JEFFERSON CITY, Mo. (AP) — A voter report-card mailer meant to grade Missouri residents on how often they vote compared to their neighbors has some in the state claiming it's an invasion of privacy.
Grow Missouri sent the mailers this week — days before the Nov. 4 election — as a way to encourage residents to vote in the state's first general election in nearly a quarter-century that doesn't feature a race for president, U.S. Senate or governor.
The conservative group is financed by investment firm founder Rex Sinquefield, the state's most prominent political donor.
"We're not advocating for a candidate or campaign," Grow Missouri Treasurer Aaron Willard said. "It's simply that we want people to be more involved and engaged."
The report cards assign voters letter grades based on participation and also list neighbors' scores. But some Missouri residents believe the mailer is an invasion of privacy.

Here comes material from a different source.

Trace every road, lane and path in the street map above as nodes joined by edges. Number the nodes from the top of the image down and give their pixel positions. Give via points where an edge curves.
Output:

The secretary of state's office had gotten about 16 calls and several emails Thursday with questions and concerns about the mailers, spokeswoman Laura Swinford said.
Lynn Carrington received an A, but the 59-year-old retiree from Fulton said it is one thing for someone to check public records for his voter participation. It's another, he said, to publish and share that information with his neighbors in central Missouri.

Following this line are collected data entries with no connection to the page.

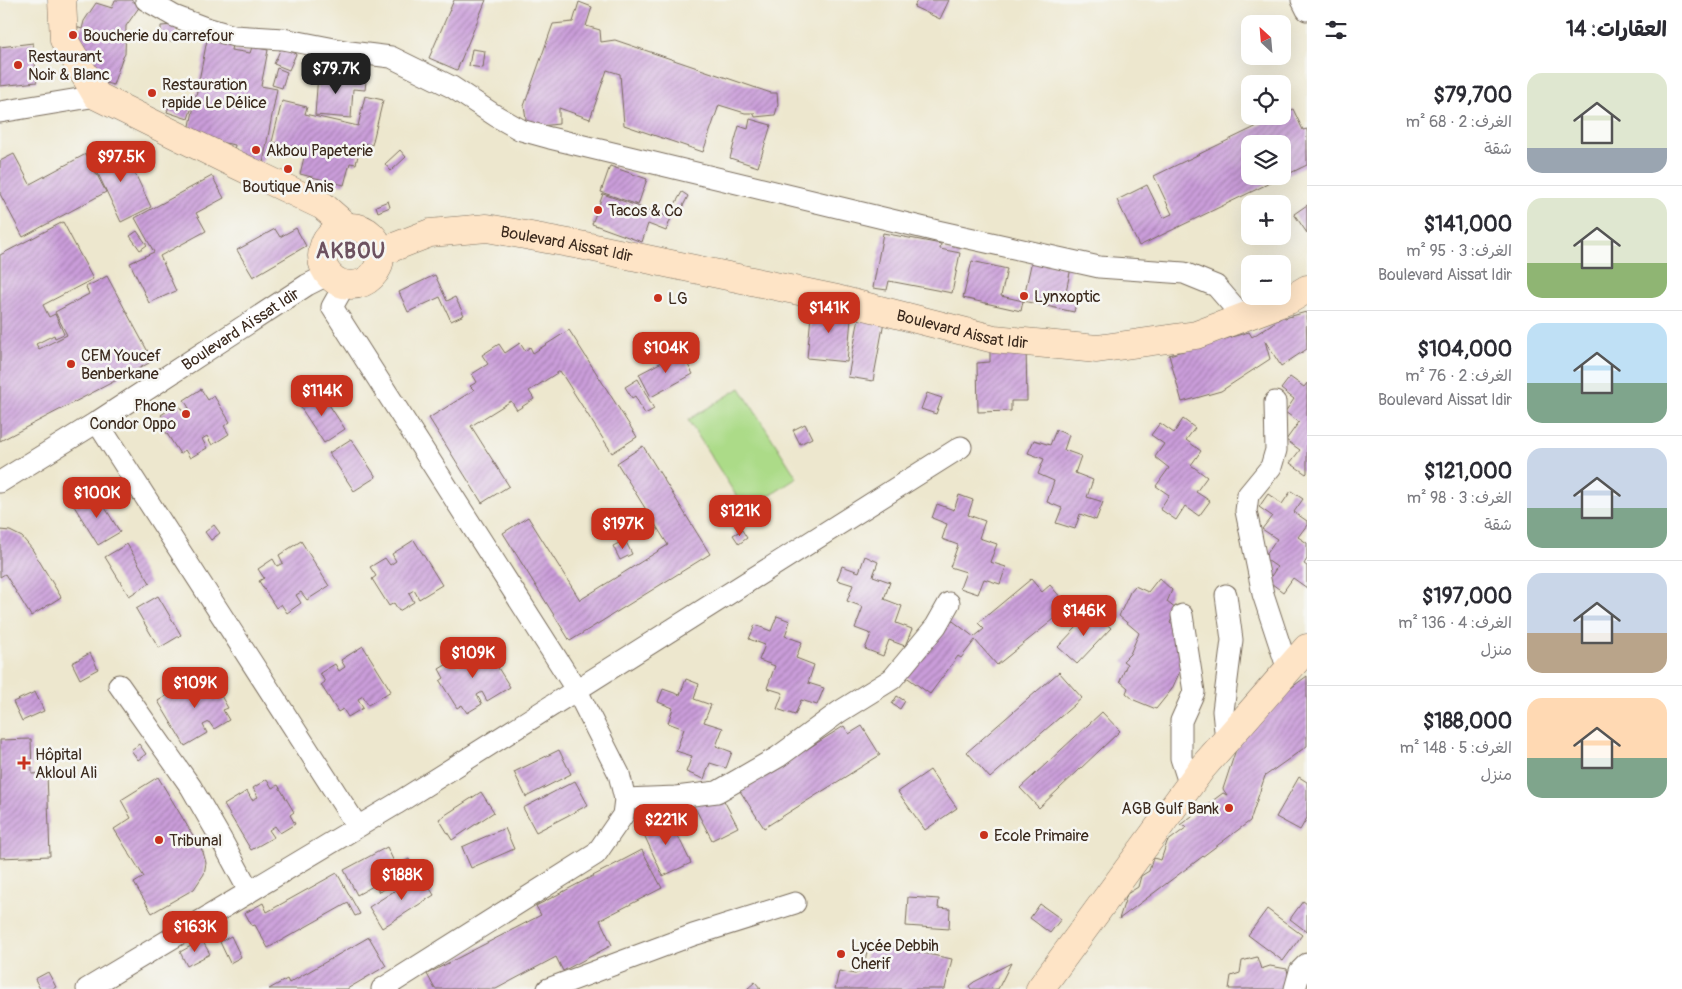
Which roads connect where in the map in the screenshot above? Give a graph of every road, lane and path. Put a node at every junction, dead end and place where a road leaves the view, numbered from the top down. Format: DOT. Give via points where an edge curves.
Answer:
graph roads {
  1 [pos="62,0"];
  2 [pos="146,0"];
  3 [pos="1302,0"];
  4 [pos="1307,10"];
  5 [pos="97,96"];
  6 [pos="0,112"];
  7 [pos="347,227"];
  8 [pos="381,252"];
  9 [pos="337,279"];
  10 [pos="1307,289"];
  11 [pos="1243,317"];
  12 [pos="1275,402"];
  13 [pos="97,422"];
  14 [pos="961,447"];
  15 [pos="0,482"];
  16 [pos="1226,595"];
  17 [pos="949,603"];
  18 [pos="1182,615"];
  19 [pos="1307,648"];
  20 [pos="1288,670"];
  21 [pos="119,685"];
  22 [pos="576,689"];
  23 [pos="1226,741"];
  24 [pos="1190,786"];
  25 [pos="625,799"];
  26 [pos="357,826"];
  27 [pos="249,891"];
  28 [pos="795,903"];
  29 [pos="1307,964"];
  30 [pos="87,989"];
  31 [pos="382,989"];
  32 [pos="548,989"];
  33 [pos="1040,989"];
  34 [pos="1295,989"];
  1 -- 5 [label="street" via="64,40"];
  2 -- 11 [label="street" via="203,28 234,36 284,39 391,57 452,87 521,130 550,138 1099,267 1184,273 1216,286"];
  3 -- 4 [label="street"];
  5 -- 6 [label="street"];
  5 -- 7 [label="street" via="323,206"];
  7 -- 8 [label="street" via="364,229 376,239"];
  7 -- 9 [label="street" via="332,233 322,257 324,267"];
  8 -- 9 [label="street" via="373,276 353,285"];
  8 -- 11 [label="street, Boulevard Aissat Idir" via="430,233 487,228 836,299 994,339 1097,349 1196,335"];
  9 -- 13 [label="street, Boulevard Aïssat Idir" via="307,285"];
  9 -- 22 [label="street" via="332,307"];
  10 -- 11 [label="street, Boulevard Aissat Idir" via="1289,300"];
  12 -- 20 [label="street" via="1276,450 1271,467 1248,495 1246,512 1263,594"];
  13 -- 15 [label="street, Boulevard Aïssat Idir"];
  13 -- 26 [label="street"];
  14 -- 22 [label="street"];
  16 -- 23 [label="street" via="1232,640 1223,711"];
  17 -- 25 [label="street" via="936,626 892,679 778,756 717,792"];
  18 -- 24 [label="street" via="1194,692 1181,721 1181,758"];
  19 -- 20 [label="street"];
  20 -- 23 [label="street"];
  21 -- 27 [label="street" via="191,787"];
  22 -- 25 [label="street" via="620,774"];
  22 -- 26 [label="street"];
  23 -- 24 [label="street"];
  24 -- 33 [label="street"];
  25 -- 31 [label="street" via="623,815 596,854"];
  26 -- 27 [label="street"];
  27 -- 30 [label="street"];
  28 -- 32 [label="street"];
  29 -- 34 [label="street" via="1300,972"];
}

"Evidently it's not illegal, but it's really unethical," Carrington said. "It's like they're trying to humiliate people."
The group graded his neighbor, Bonnie Smith, with a C. She plans on voting, but said the mailer was "childish."
"If you want someone to vote you encourage them, you don't go shaming them," said Smith, a retired 57-year-old.
Similar efforts nationwide from both conservative and liberal groups also have met complaints.
Some Alaskans have complained to the state director of elections about emails and letters from the Alaska State Voter Program asking about their voting histories. And the liberal group Defend Oregon sent postcards comparing residents' voting history to their neighborhood average during the 2012 elections; neighbors' individual voting histories were not included.
Willard said the report cards were sent out to random groups of people to see how the message impacts participation. If it works, Willard said the group might use it in future elections.